There is a never-ending appreciation of Mainers, Wabanaki and non-Wabanaki, for the bounty of Maine’s diversity of wildlife. For generations our ancestors have lived off these lands and waters. They have provided for our families. They have taught our children the importance of respect, moderation, and observation of nature.

The Wabanaki were Maine’s first conservationists. Tribal leaders like Lewis Mitchell, who famously admonished the Maine Legislature in 1887 for failing to protect Maine’s environment, inspired future generations of native and non-native outdoorsmen and conservationists.

Maine’s greatest conservationist politician, Sen. Ed Muskie, understood the lessons preached by Wabanaki leaders like Mitchell and saw that Maine needed to protect its resources to ensure we could maintain our heritage. The Clean Water Act became law on Oct. 18, 1972 thanks to Muskie’s diligent work. He understood that healthy Maine woods and waters were essential to Mainers’ health, recreation, economy, and way of life. Muskie took on a perceived political albatross, fighting for the outdoors over the mills, during the height of the political power of mill owners.

Muskie’s conservation sentiments of 1972 are the same as the Wabanaki today and the same as the Wabanaki in the 19th century. This is why Maine outdoorsmen and women and Wabanaki conservation initiatives have aligned so well through the years. Their enduring respect for Maine’s natural habitat and cultural significance is what binds all outdoor enthusiasts in Maine.

The passing of our appreciation for the Maine outdoors to the next generation is essential to our cultural heritage. One of us (Owen) worked closely with the Penobscot Nation to restore the Penobscot River.  If it wasn’t for the Penobscot’s director of natural resources, John Banks, the project would have failed.  His calm, thoughtful leadership instilled a sense of community within the divergent parties.  They began to think of themselves as part of the river system, not as the domineering force.

The Wabanaki people consider themselves to be part of the forests and rivers, almost a spiritual relationship, when considering resource management options.

We must continue to protect our heritage.

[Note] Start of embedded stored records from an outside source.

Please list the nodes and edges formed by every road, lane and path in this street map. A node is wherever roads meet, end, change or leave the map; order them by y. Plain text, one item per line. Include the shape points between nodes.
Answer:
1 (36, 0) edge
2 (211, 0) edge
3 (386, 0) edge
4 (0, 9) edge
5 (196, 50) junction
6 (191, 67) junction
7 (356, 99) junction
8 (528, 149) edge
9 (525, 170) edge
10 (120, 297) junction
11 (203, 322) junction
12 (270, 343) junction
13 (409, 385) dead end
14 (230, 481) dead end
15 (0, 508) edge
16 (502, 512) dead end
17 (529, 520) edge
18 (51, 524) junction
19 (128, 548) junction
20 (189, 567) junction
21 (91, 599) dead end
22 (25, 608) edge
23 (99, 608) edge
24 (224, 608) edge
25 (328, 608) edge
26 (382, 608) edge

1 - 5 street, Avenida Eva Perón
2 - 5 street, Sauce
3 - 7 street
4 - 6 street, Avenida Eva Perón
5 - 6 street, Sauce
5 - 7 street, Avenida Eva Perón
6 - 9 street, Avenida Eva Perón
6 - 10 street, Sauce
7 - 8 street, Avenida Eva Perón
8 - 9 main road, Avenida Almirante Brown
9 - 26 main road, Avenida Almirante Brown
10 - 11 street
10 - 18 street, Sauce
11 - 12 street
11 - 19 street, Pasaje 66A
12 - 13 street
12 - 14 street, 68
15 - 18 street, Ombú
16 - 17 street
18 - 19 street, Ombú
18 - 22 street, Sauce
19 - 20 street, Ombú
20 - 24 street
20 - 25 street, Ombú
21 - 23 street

LD 1626, “An Act Implementing the Recommendations of the Task Force on Changes to the Maine Indian Claims Settlement Implementing Act,” stands before the Maine Legislature. This legislation will allow the Wabanaki Nations to continue their stewardship of their natural resources for generations of hunters and anglers to come.

There is a misconception, like there usually is when it comes to the tribes in Maine, that LD 1626 will have negative consequences for Maine. This idea is being pushed by the same, but much dwindled, industries which fought Sen. Muskie and his conservation efforts.

Indigenous people are the original conservationists of what we now call Maine. They are the original stewards of this land. They are the original hunters and anglers. Four hundred years ago they opened their arms to our ancestors. We lived and continue to live side by side with them as neighbors. Their heritage and our heritage are intertwined. The tribes are the ones that are our greatest allies in protecting our outdoor heritage.

Join us in supporting LD 1626.

Ray ‘Bucky’ Owen of Orono served in Gov. Angus King’s administration as commissioner of Inland Fisheries Wildlife Department. Paul Jacques of Waterville served in Gov. John E. Baldacci’s administration as deputy commissioner of Inland Fisheries Wildlife Department.